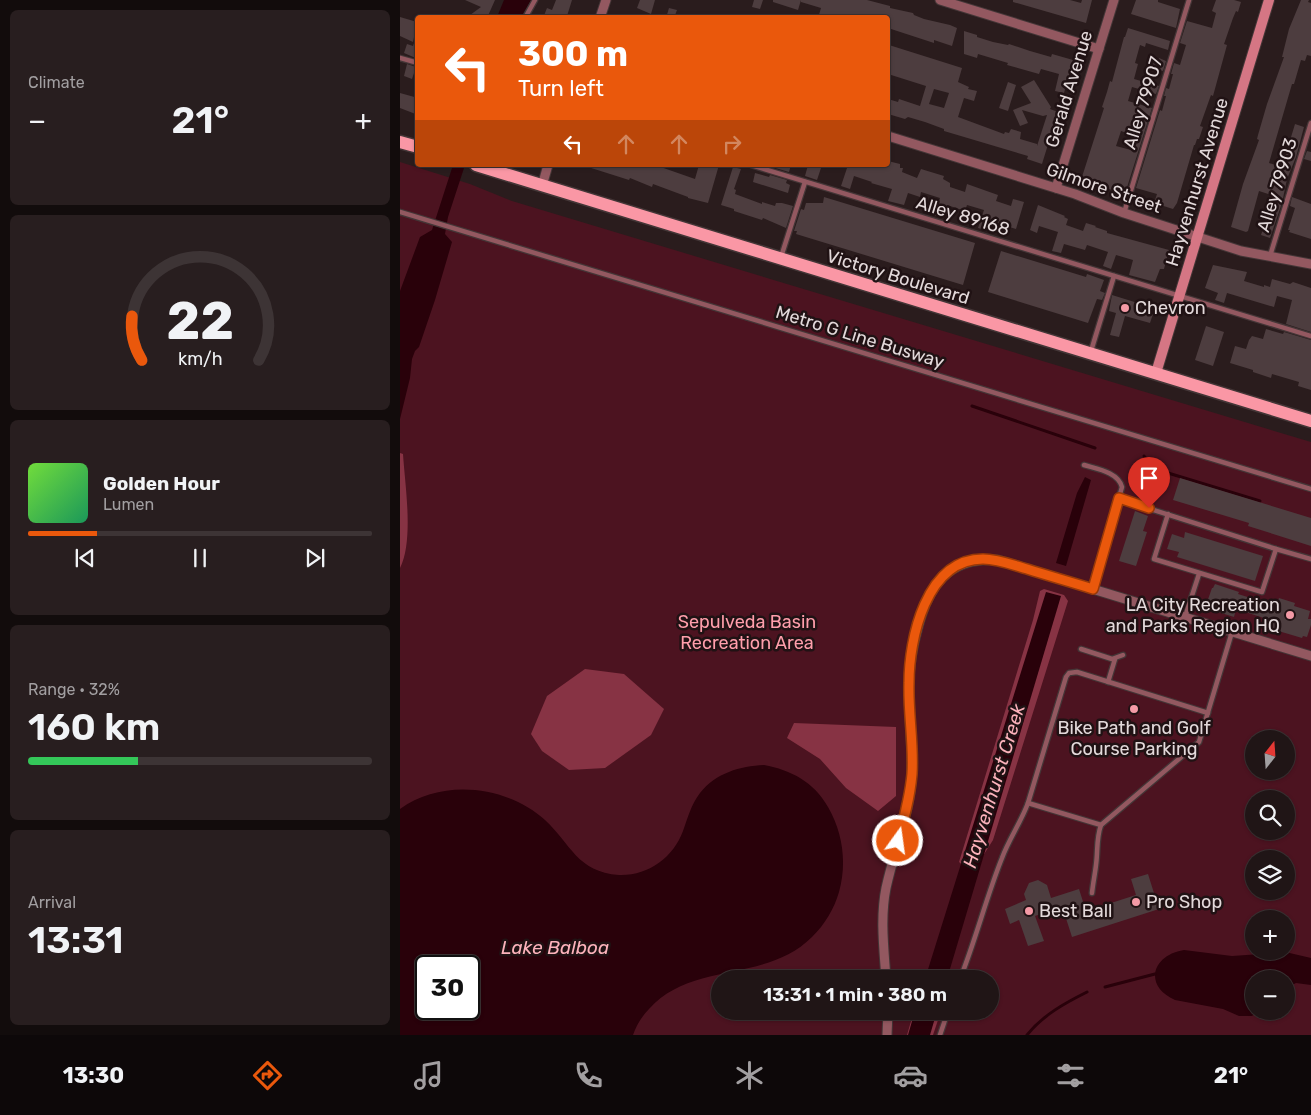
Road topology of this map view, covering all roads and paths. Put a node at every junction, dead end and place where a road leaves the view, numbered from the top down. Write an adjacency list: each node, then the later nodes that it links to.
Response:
1 (535, 0): 7 (lane)
2 (606, 0): 8 (street)
3 (940, 0): 9 (street)
4 (1114, 0): 9 (street, Gerald Avenue)
5 (1189, 0): 23 (lane, Alley 79907)
6 (1269, 0): 24 (main road, Hayvenhurst Avenue)
7 (527, 15)
8 (601, 15)
9 (1099, 49): 21 (street, Gerald Avenue)
10 (400, 58): 11 (lane)
11 (415, 62)
12 (1311, 123): 25 (lane, Alley 79903)
13 (890, 137): 21 (street, Gilmore Street)
14 (400, 142): 15 (main road)
15 (415, 146)
16 (482, 167): 20 (main road, Victory Boulevard)
17 (547, 167): 20 (street)
18 (757, 167): 19 (lane, Alley 89168)
19 (805, 182): 26 (lane); 28 (lane, Alley 89168)
20 (542, 186): 26 (main road, Victory Boulevard)
21 (1056, 188): 23 (street, Gilmore Street)
22 (400, 212): 35 (lane, Metro G Line Busway)
23 (1124, 213): 24 (street, Gilmore Street)
24 (1196, 236): 25 (street, Gilmore Street); 29 (main road, Hayvenhurst Avenue)
25 (1270, 256): 27 (street, Gilmore Street)
26 (781, 259): 31 (main road, Victory Boulevard)
27 (1311, 264)
28 (1114, 276): 29 (lane, Alley 89168); 31 (lane)
29 (1179, 296): 30 (lane, Alley 89168); 32 (main road, Hayvenhurst Avenue)
30 (1311, 336)
31 (1091, 353): 32 (main road, Victory Boulevard)
32 (1156, 373): 33 (main road, Victory Boulevard)
33 (1311, 421)
34 (1084, 465): 36 (lane)
35 (1311, 488)
36 (1119, 498): 37 (lane); 41 (lane)
37 (1168, 514): 38 (lane); 40 (lane)
38 (1276, 548): 39 (lane); 40 (lane)
39 (1311, 559)
40 (1199, 574): 42 (lane)
41 (1093, 589): 42 (street); 53 (street)
42 (1185, 618): 43 (street)
43 (1232, 632): 46 (street); 49 (lane)
44 (1081, 649): 47 (lane)
45 (1123, 655): 47 (lane)
46 (1311, 656)
47 (1115, 659): 48 (lane)
48 (1108, 682): 49 (lane); 50 (lane)
49 (1208, 713): 51 (lane)
50 (1028, 803): 51 (lane); 54 (lane)
51 (1101, 825): 52 (lane)
52 (1092, 893)
53 (886, 970)
54 (964, 970)
55 (888, 1020): 57 (street)
56 (945, 1020): 58 (lane)
57 (887, 1035)
58 (940, 1035)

= = = = =

Problem description:
Write every record out again exactly as written. Pictures don't belong in the copy.

Reply to the exercise:
Road topology of this map view, covering all roads and paths. Put a node at every junction, dead end and place where a road leaves the view, numbered from the top down. Write an adjacency list: each node, then the later nodes that it links to.
Response:
1 (535, 0): 7 (lane)
2 (606, 0): 8 (street)
3 (940, 0): 9 (street)
4 (1114, 0): 9 (street, Gerald Avenue)
5 (1189, 0): 23 (lane, Alley 79907)
6 (1269, 0): 24 (main road, Hayvenhurst Avenue)
7 (527, 15)
8 (601, 15)
9 (1099, 49): 21 (street, Gerald Avenue)
10 (400, 58): 11 (lane)
11 (415, 62)
12 (1311, 123): 25 (lane, Alley 79903)
13 (890, 137): 21 (street, Gilmore Street)
14 (400, 142): 15 (main road)
15 (415, 146)
16 (482, 167): 20 (main road, Victory Boulevard)
17 (547, 167): 20 (street)
18 (757, 167): 19 (lane, Alley 89168)
19 (805, 182): 26 (lane); 28 (lane, Alley 89168)
20 (542, 186): 26 (main road, Victory Boulevard)
21 (1056, 188): 23 (street, Gilmore Street)
22 (400, 212): 35 (lane, Metro G Line Busway)
23 (1124, 213): 24 (street, Gilmore Street)
24 (1196, 236): 25 (street, Gilmore Street); 29 (main road, Hayvenhurst Avenue)
25 (1270, 256): 27 (street, Gilmore Street)
26 (781, 259): 31 (main road, Victory Boulevard)
27 (1311, 264)
28 (1114, 276): 29 (lane, Alley 89168); 31 (lane)
29 (1179, 296): 30 (lane, Alley 89168); 32 (main road, Hayvenhurst Avenue)
30 (1311, 336)
31 (1091, 353): 32 (main road, Victory Boulevard)
32 (1156, 373): 33 (main road, Victory Boulevard)
33 (1311, 421)
34 (1084, 465): 36 (lane)
35 (1311, 488)
36 (1119, 498): 37 (lane); 41 (lane)
37 (1168, 514): 38 (lane); 40 (lane)
38 (1276, 548): 39 (lane); 40 (lane)
39 (1311, 559)
40 (1199, 574): 42 (lane)
41 (1093, 589): 42 (street); 53 (street)
42 (1185, 618): 43 (street)
43 (1232, 632): 46 (street); 49 (lane)
44 (1081, 649): 47 (lane)
45 (1123, 655): 47 (lane)
46 (1311, 656)
47 (1115, 659): 48 (lane)
48 (1108, 682): 49 (lane); 50 (lane)
49 (1208, 713): 51 (lane)
50 (1028, 803): 51 (lane); 54 (lane)
51 (1101, 825): 52 (lane)
52 (1092, 893)
53 (886, 970)
54 (964, 970)
55 (888, 1020): 57 (street)
56 (945, 1020): 58 (lane)
57 (887, 1035)
58 (940, 1035)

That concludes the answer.